Penasehat Sri Rajasa itu terkejut mendengar tawaran itu. Ia tidak menyangka sama sekali, bahwa orang yang tidak dikenal itu telah menyatakan keinginannya untuk bekerja bersama.

“Apakah kau bersedia memikirkannya? Kau tentu menyanggupi upah yang cukup banyak kepada Kiai Kisi, atau kau memberi kesempatan kepadanya untuk memeras istana Singasari. Bagaimana-pun juga lewat Permaisuri aku akan mendapatkan kesempatan untuk memeras. Bukankah demikian juga agaknya yang akan dilakukan oleh Kiai Kisi.”
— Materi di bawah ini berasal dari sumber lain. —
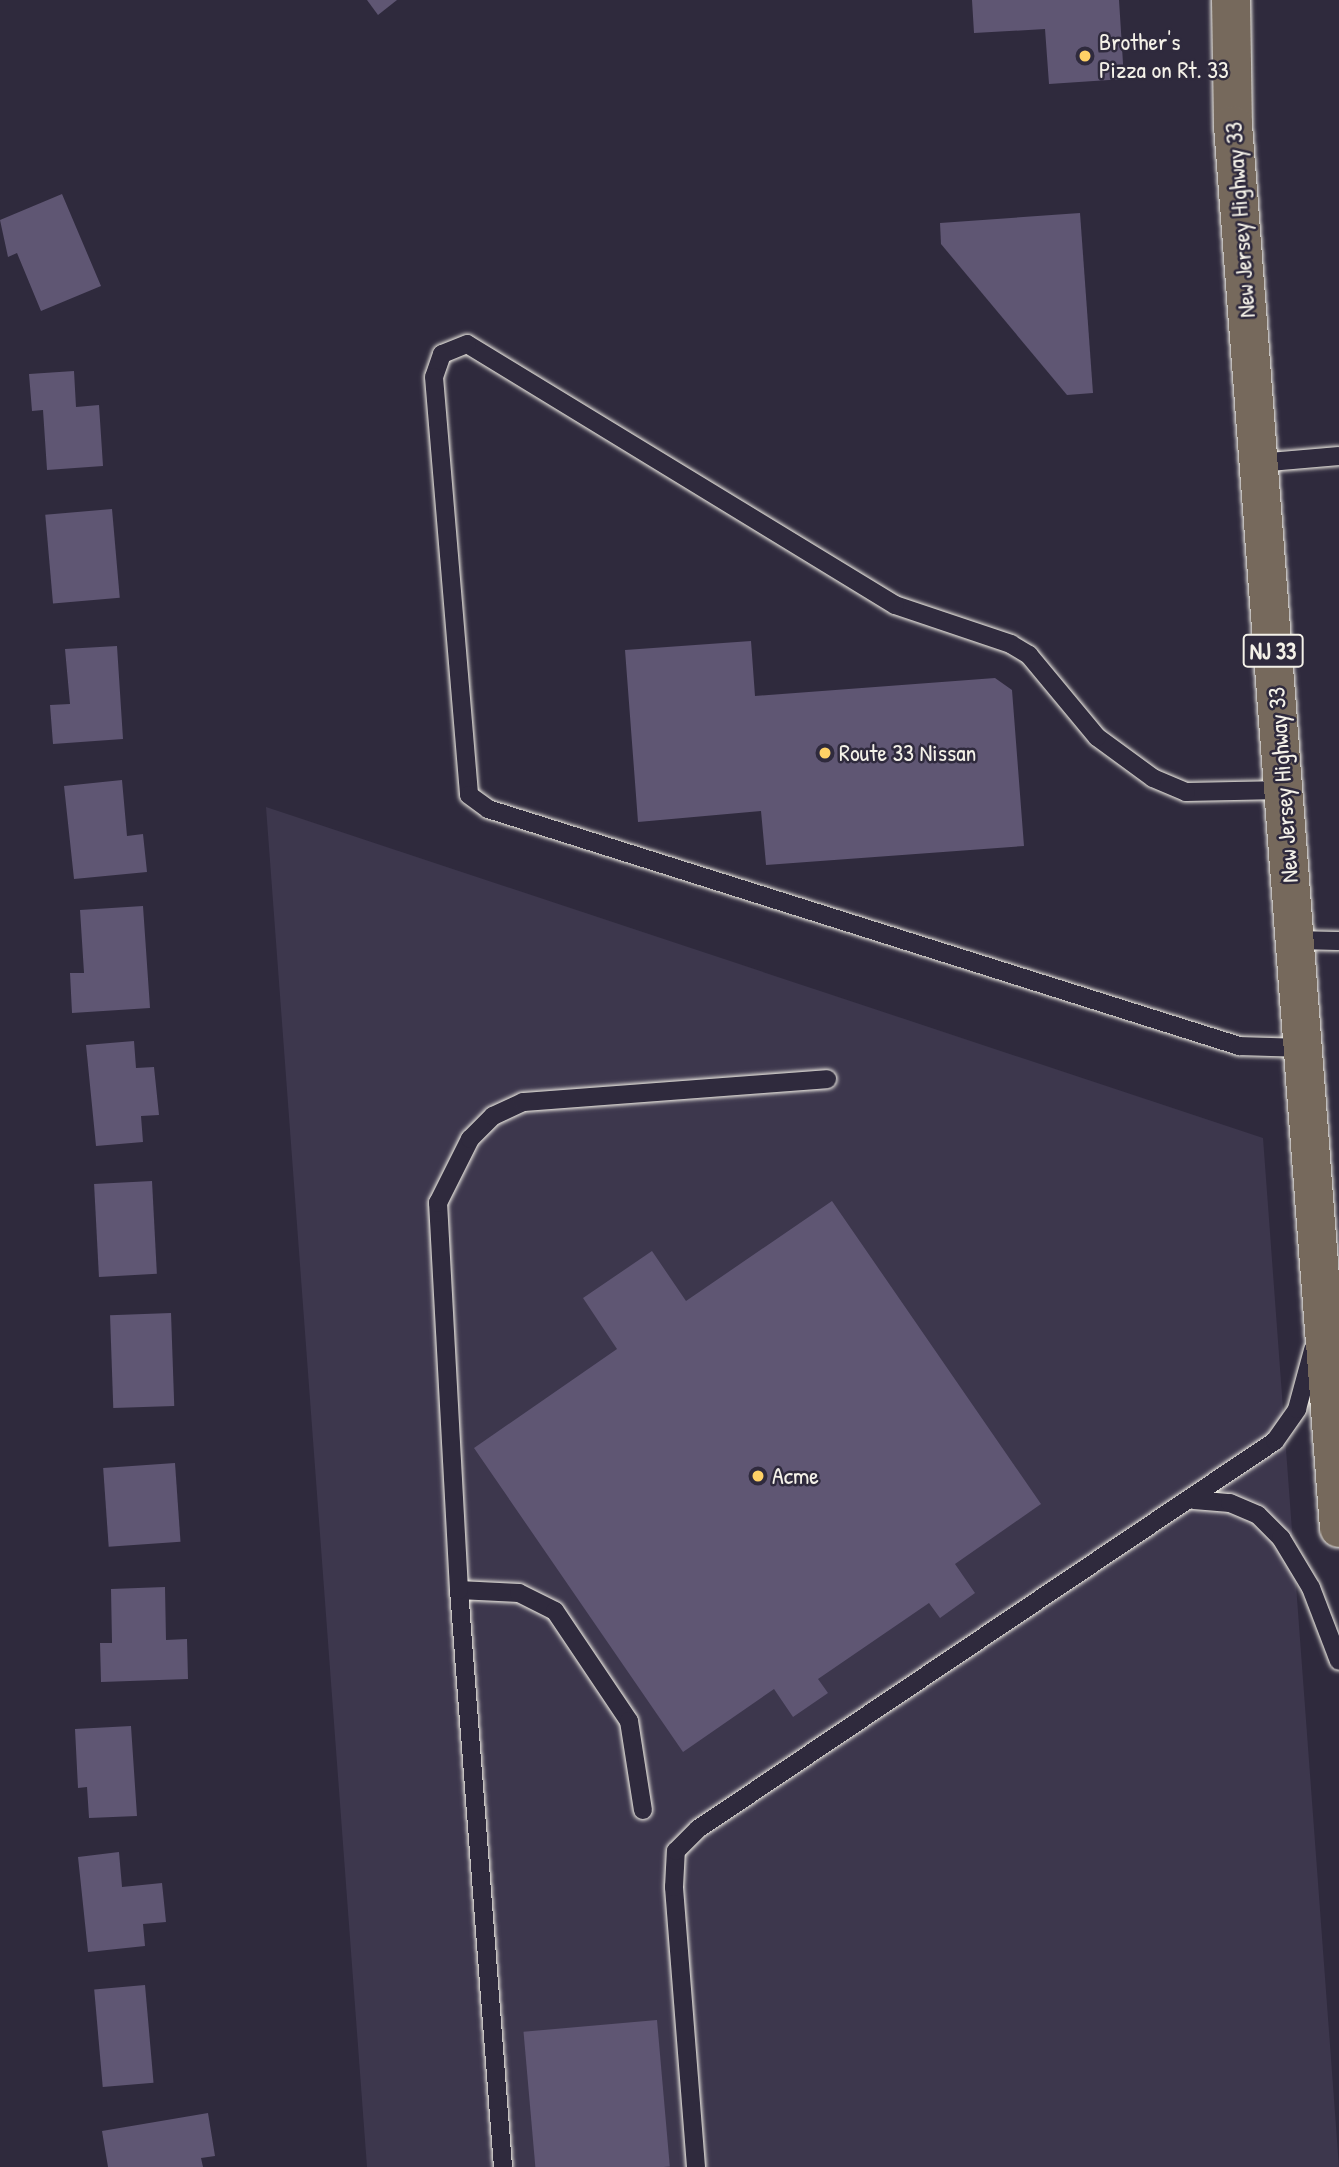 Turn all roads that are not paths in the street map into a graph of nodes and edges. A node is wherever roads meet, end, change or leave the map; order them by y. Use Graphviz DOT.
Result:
graph roads {
  1 [pos="1231,0"];
  2 [pos="1339,456"];
  3 [pos="1258,463"];
  4 [pos="1283,790"];
  5 [pos="1295,940"];
  6 [pos="1339,941"];
  7 [pos="1303,1048"];
  8 [pos="827,1079"];
  9 [pos="1322,1302"];
  10 [pos="1194,1500"];
  11 [pos="1339,1528"];
  12 [pos="459,1590"];
  13 [pos="1339,1661"];
  14 [pos="643,1810"];
  15 [pos="503,2167"];
  16 [pos="696,2167"];
  1 -- 3 [label="main road, New Jersey Highway 33 / NJ 33"];
  2 -- 3 [label="lane"];
  3 -- 4 [label="main road, New Jersey Highway 33 / NJ 33"];
  4 -- 5 [label="main road, New Jersey Highway 33 / NJ 33"];
  4 -- 7 [label="lane"];
  5 -- 6 [label="lane"];
  5 -- 7 [label="main road, New Jersey Highway 33 / NJ 33"];
  7 -- 9 [label="main road, New Jersey Highway 33 / NJ 33"];
  8 -- 12 [label="lane"];
  9 -- 10 [label="lane"];
  9 -- 11 [label="main road, New Jersey Highway 33 / NJ 33"];
  10 -- 13 [label="lane"];
  10 -- 16 [label="lane"];
  12 -- 14 [label="lane"];
  12 -- 15 [label="lane"];
} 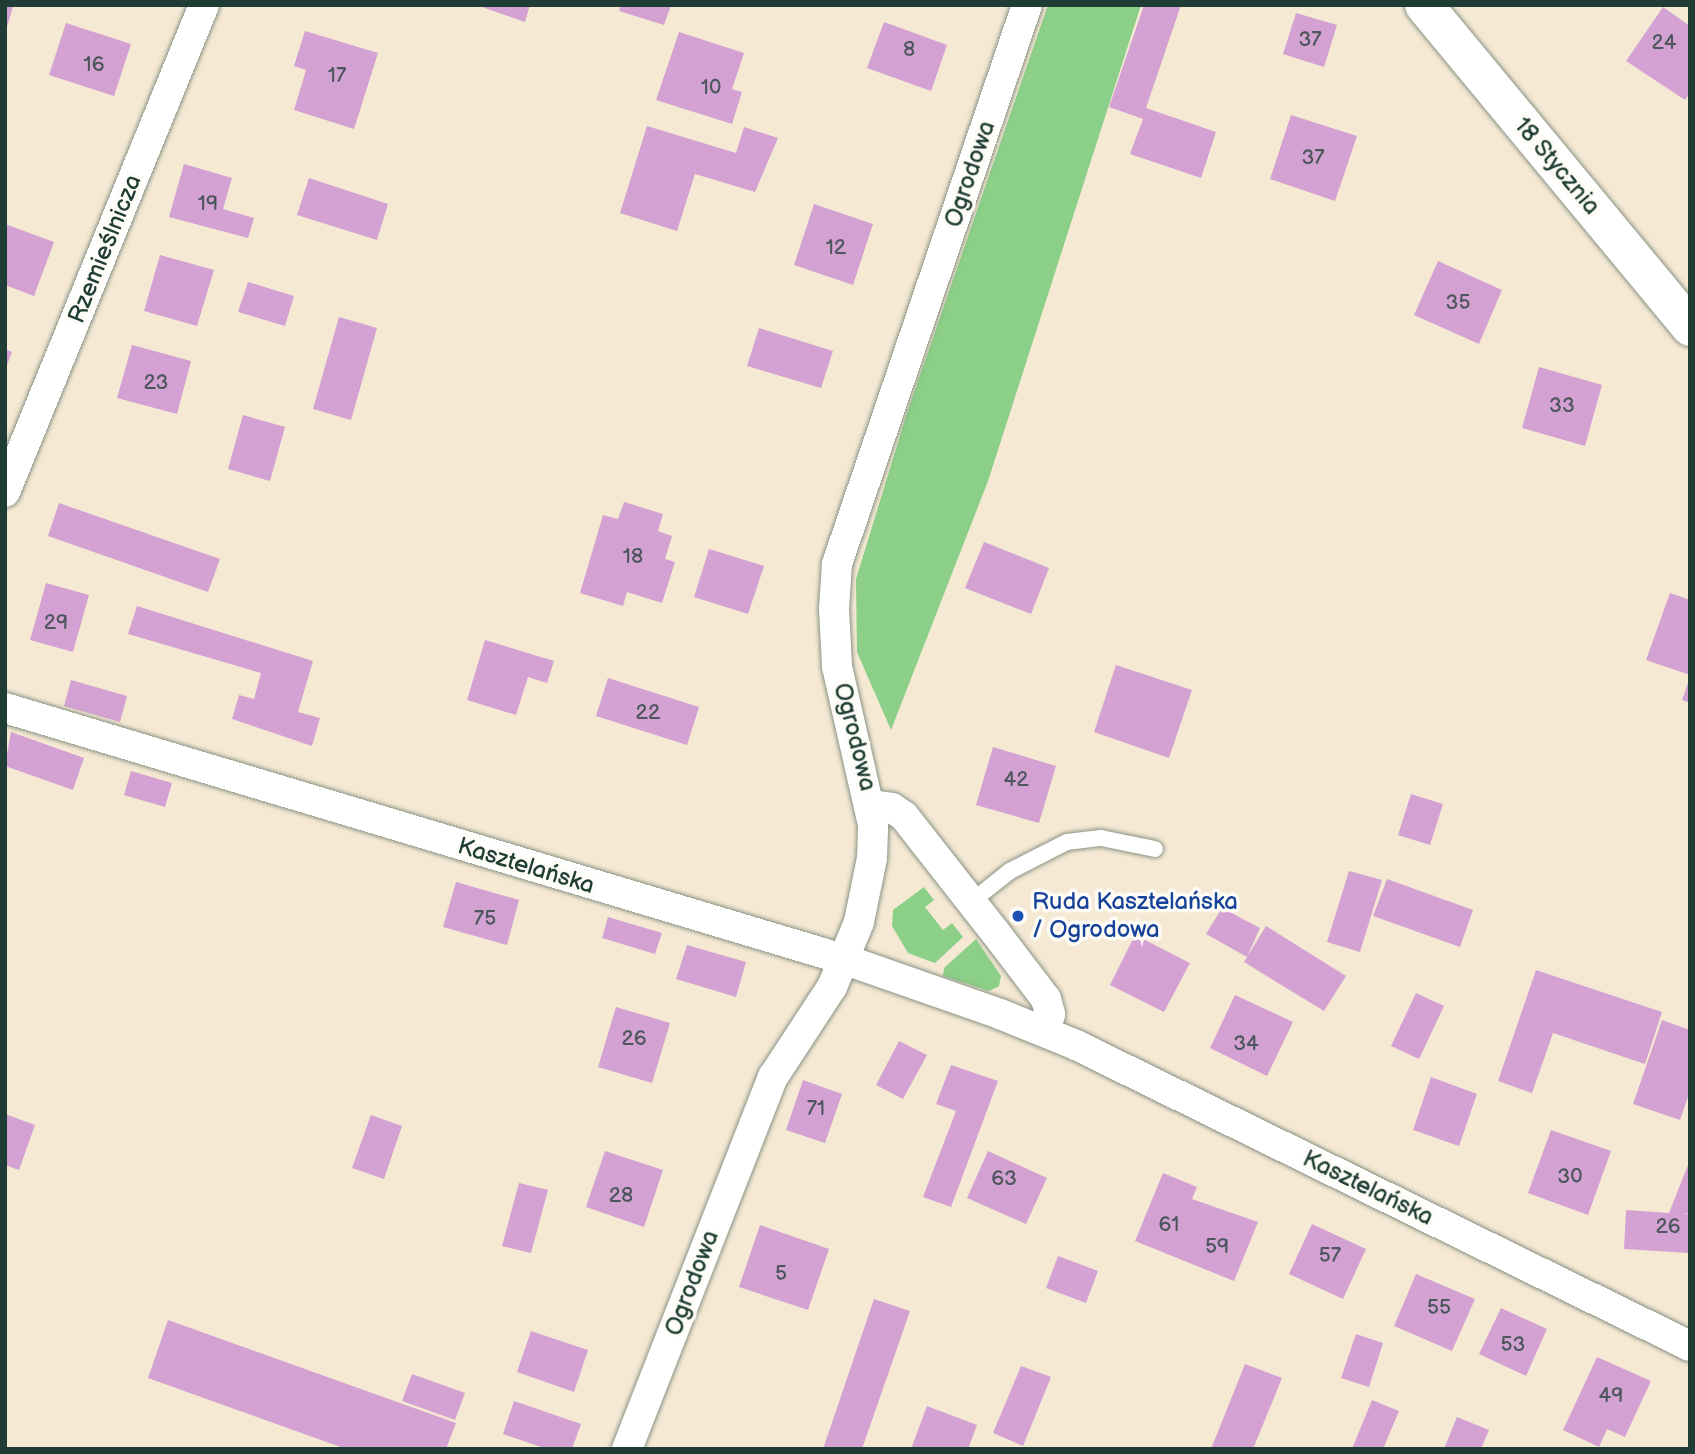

Penasehat itu merenung sejenak. Lalu katanya, “Siapakah kau sebenarnya?”

“Kita tidak perlu berkenalan. Aku hanya minta kepadamu, berilah kesempatan kepadaku untuk melakukannya, seperti yang akan dilakukan oleh Kiai Kisi. Aku tidak minta upah berapa-pun juga. Aku ingin mendapat upah itu dari usaha pemerasan.”

“Aku tidak tahu menahu. Persetan. Kalau kau ingin menculik Putera Mahkota, lakukanlah. Tetapi aku tidak ikut campur.”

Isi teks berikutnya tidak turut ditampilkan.